**Aim of the task**
Tally the lines of the entries in which the string "node" occurs, and say only how many.

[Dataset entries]
/---

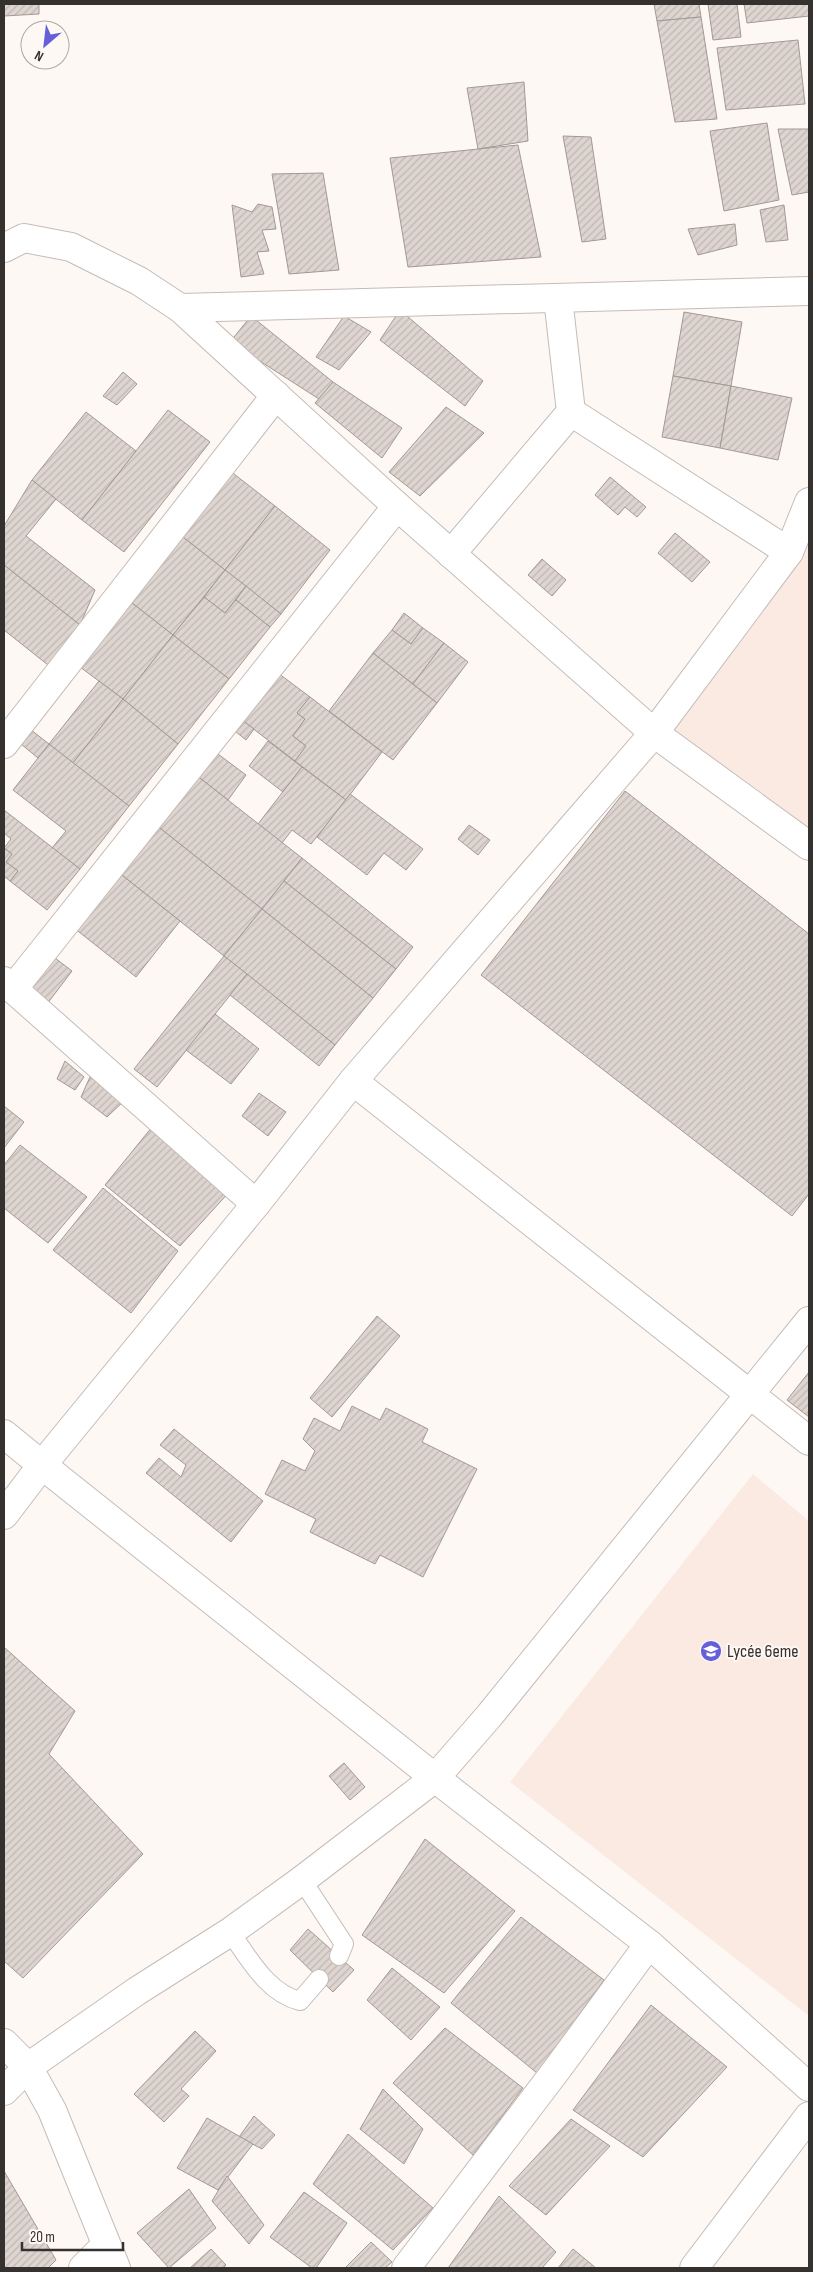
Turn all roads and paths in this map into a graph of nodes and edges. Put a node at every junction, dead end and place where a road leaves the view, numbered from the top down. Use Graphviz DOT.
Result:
graph roads {
  1 [pos="4,248"];
  2 [pos="809,291"];
  3 [pos="558,298"];
  4 [pos="180,308"];
  5 [pos="276,395"];
  6 [pos="571,412"];
  7 [pos="809,502"];
  8 [pos="397,506"];
  9 [pos="788,552"];
  10 [pos="452,554"];
  11 [pos="654,733"];
  12 [pos="4,744"];
  13 [pos="809,846"];
  14 [pos="8,985"];
  15 [pos="353,1081"];
  16 [pos="256,1204"];
  17 [pos="809,1321"];
  18 [pos="750,1392"];
  19 [pos="4,1434"];
  20 [pos="809,1441"];
  21 [pos="42,1465"];
  22 [pos="4,1515"];
  23 [pos="435,1778"];
  24 [pos="302,1880"];
  25 [pos="230,1932"];
  26 [pos="648,1944"];
  27 [pos="339,1956"];
  28 [pos="319,1979"];
  29 [pos="4,2043"];
  30 [pos="28,2067"];
  31 [pos="809,2087"];
  32 [pos="4,2091"];
  33 [pos="809,2116"];
  34 [pos="111,2257"];
  35 [pos="83,2268"];
  36 [pos="406,2268"];
  37 [pos="694,2268"];
  1 -- 4 [label="street"];
  2 -- 3 [label="street"];
  3 -- 4 [label="street"];
  3 -- 6 [label="street"];
  4 -- 5 [label="street"];
  5 -- 8 [label="street"];
  5 -- 12 [label="street"];
  6 -- 9 [label="street"];
  6 -- 10 [label="street"];
  7 -- 9 [label="street"];
  8 -- 10 [label="street"];
  8 -- 14 [label="street"];
  9 -- 11 [label="street"];
  10 -- 11 [label="street"];
  11 -- 13 [label="street"];
  11 -- 15 [label="street"];
  14 -- 16 [label="street"];
  15 -- 16 [label="street"];
  15 -- 18 [label="street"];
  16 -- 21 [label="street"];
  17 -- 18 [label="street"];
  18 -- 20 [label="street"];
  18 -- 23 [label="street"];
  19 -- 21 [label="street"];
  21 -- 22 [label="street"];
  21 -- 23 [label="street"];
  23 -- 24 [label="street"];
  23 -- 26 [label="street"];
  24 -- 25 [label="street"];
  24 -- 27 [label="lane"];
  25 -- 28 [label="lane"];
  25 -- 30 [label="street"];
  26 -- 31 [label="street"];
  26 -- 36 [label="street"];
  29 -- 30 [label="street"];
  30 -- 32 [label="street"];
  30 -- 34 [label="street"];
  33 -- 37 [label="street"];
  34 -- 35 [label="street"];
}
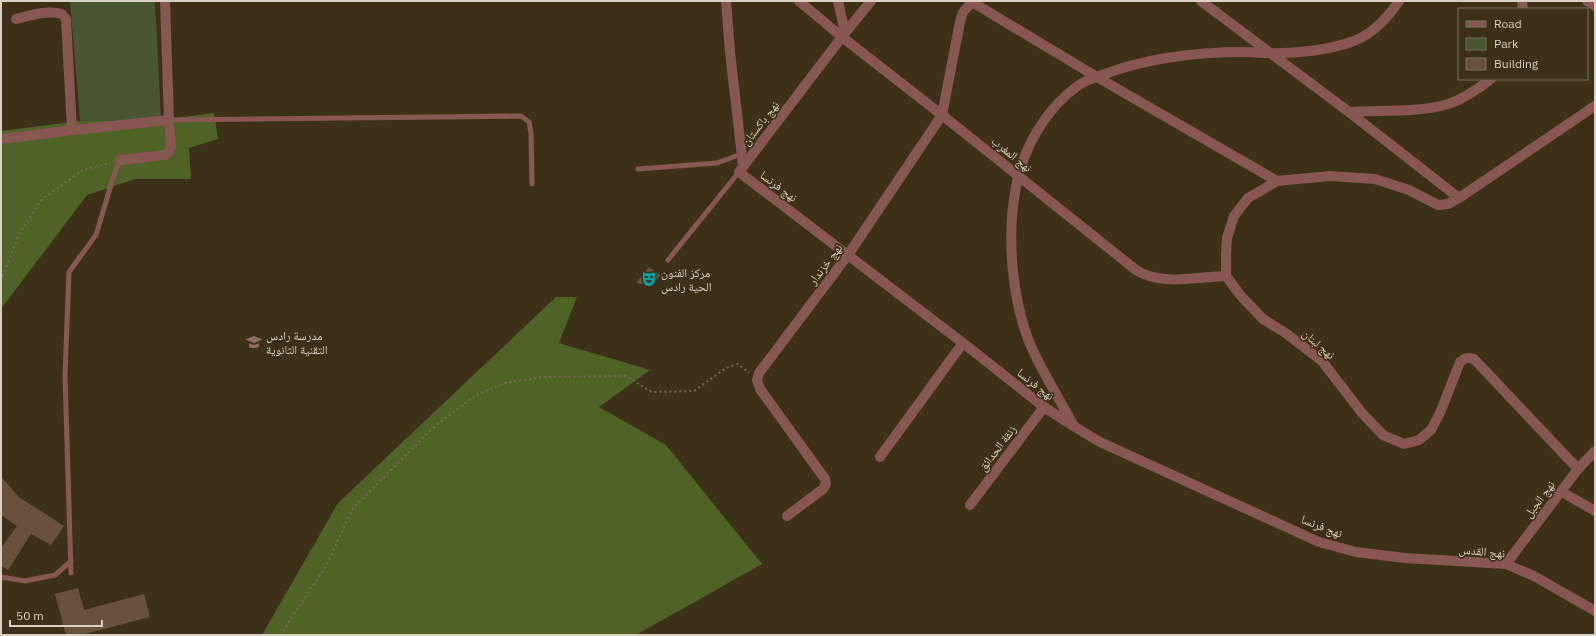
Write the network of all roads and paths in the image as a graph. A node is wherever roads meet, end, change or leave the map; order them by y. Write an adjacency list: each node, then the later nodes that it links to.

\---

**Exercise result**
2